Triggering factors for both are similar, with the threshold for WBCML law lower than that of WARN. WBCML law applies in instances where the company’s closing affects 25 or more employees, or reduces the workforce by 25 percent or 25 employees (whichever is greater), or at least 500 employees. WARN breaks down its triggers into plant closings and mass layoffs, with the former being defined as a situation wherein an employment site (or one or more facilities or operating units within an employment site) will be shut down, resulting in loss of employment for 50 or more employees during any 30-day period. Under WARN, a mass lay off does not require a plant closing, but does set the number of affected employees at 500 or more, or for 50-499 employees if they make up at least 33% of the active workforce.

Semco’s closure left around 140 individuals without jobs.

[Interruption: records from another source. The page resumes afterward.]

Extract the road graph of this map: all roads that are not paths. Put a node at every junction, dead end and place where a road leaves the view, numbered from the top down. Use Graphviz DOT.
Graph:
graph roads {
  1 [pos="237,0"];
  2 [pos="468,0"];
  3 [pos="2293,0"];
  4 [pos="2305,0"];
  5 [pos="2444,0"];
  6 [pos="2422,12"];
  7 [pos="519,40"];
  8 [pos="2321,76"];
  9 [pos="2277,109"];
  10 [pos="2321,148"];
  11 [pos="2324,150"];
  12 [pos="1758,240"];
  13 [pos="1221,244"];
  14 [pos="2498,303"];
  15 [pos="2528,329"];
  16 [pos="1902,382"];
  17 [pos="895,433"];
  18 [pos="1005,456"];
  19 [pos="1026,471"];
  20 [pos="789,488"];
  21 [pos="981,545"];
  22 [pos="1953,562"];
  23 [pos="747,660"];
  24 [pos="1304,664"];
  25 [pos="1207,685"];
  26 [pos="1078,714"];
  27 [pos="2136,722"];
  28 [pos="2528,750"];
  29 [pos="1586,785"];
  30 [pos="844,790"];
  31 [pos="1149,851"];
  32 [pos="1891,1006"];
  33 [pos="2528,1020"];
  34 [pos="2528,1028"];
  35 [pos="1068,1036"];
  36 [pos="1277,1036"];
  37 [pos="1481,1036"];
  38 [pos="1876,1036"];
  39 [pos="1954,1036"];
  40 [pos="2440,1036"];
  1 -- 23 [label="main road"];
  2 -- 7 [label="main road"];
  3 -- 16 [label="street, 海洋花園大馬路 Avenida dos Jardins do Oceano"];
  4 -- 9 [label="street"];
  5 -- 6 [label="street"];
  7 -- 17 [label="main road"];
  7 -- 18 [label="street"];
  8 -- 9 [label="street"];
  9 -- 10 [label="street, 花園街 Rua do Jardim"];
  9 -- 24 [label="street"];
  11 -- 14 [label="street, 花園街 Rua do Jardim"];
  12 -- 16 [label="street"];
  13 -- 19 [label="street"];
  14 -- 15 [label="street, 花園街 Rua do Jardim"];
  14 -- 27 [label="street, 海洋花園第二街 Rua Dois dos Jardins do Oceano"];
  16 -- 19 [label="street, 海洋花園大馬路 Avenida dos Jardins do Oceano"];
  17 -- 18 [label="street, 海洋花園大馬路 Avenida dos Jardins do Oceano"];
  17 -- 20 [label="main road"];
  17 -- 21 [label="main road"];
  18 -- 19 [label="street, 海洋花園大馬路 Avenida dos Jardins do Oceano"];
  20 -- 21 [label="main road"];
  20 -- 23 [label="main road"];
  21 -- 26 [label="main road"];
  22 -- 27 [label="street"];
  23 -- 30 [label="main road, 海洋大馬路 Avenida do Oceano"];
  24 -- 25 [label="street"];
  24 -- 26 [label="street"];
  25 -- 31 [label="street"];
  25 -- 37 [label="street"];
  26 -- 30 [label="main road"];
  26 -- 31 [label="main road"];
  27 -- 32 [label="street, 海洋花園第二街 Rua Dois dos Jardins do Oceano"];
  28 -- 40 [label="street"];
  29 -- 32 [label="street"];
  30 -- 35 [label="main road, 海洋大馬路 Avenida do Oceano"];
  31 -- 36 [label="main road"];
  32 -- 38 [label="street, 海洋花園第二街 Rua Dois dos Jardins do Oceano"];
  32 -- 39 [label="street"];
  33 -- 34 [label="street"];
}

While Semco did follow the WARN requirement for providing notice of the plant closures to either affected workers or their representatives (e.g., a labor union); to the state dislocated worker unit; and to the appropriate unit of local government, the one-day notice provided is far less than the required 60 days, and left Semco employees in the lurch. For this reason, local media has reported that Woeller, backed by the North Central States Regional Council of Carpenters union, filed a complaint with the state Department of Workforce Development last month, seeking 60 days’ pay and benefits, along with compensation for accrued and unused vacation time.

A copy of the Employment and Training Administration’s guidelines for WARN shows there are exceptions to requirements for 60-days’ notice, including a loophole for, “When, before a plant closing, a company is actively seeking capital or business and reasonably in good faith believes that advance notice would preclude its ability to obtain such capital or business, and this new capital or business would allow the employer to avoid or postpone a shutdown for a reasonable period.”

Whether or not those measures apply to Semco’s circumstances is unclear at this time. An investigation into the case should be complete within six months of the day the complaint was filed.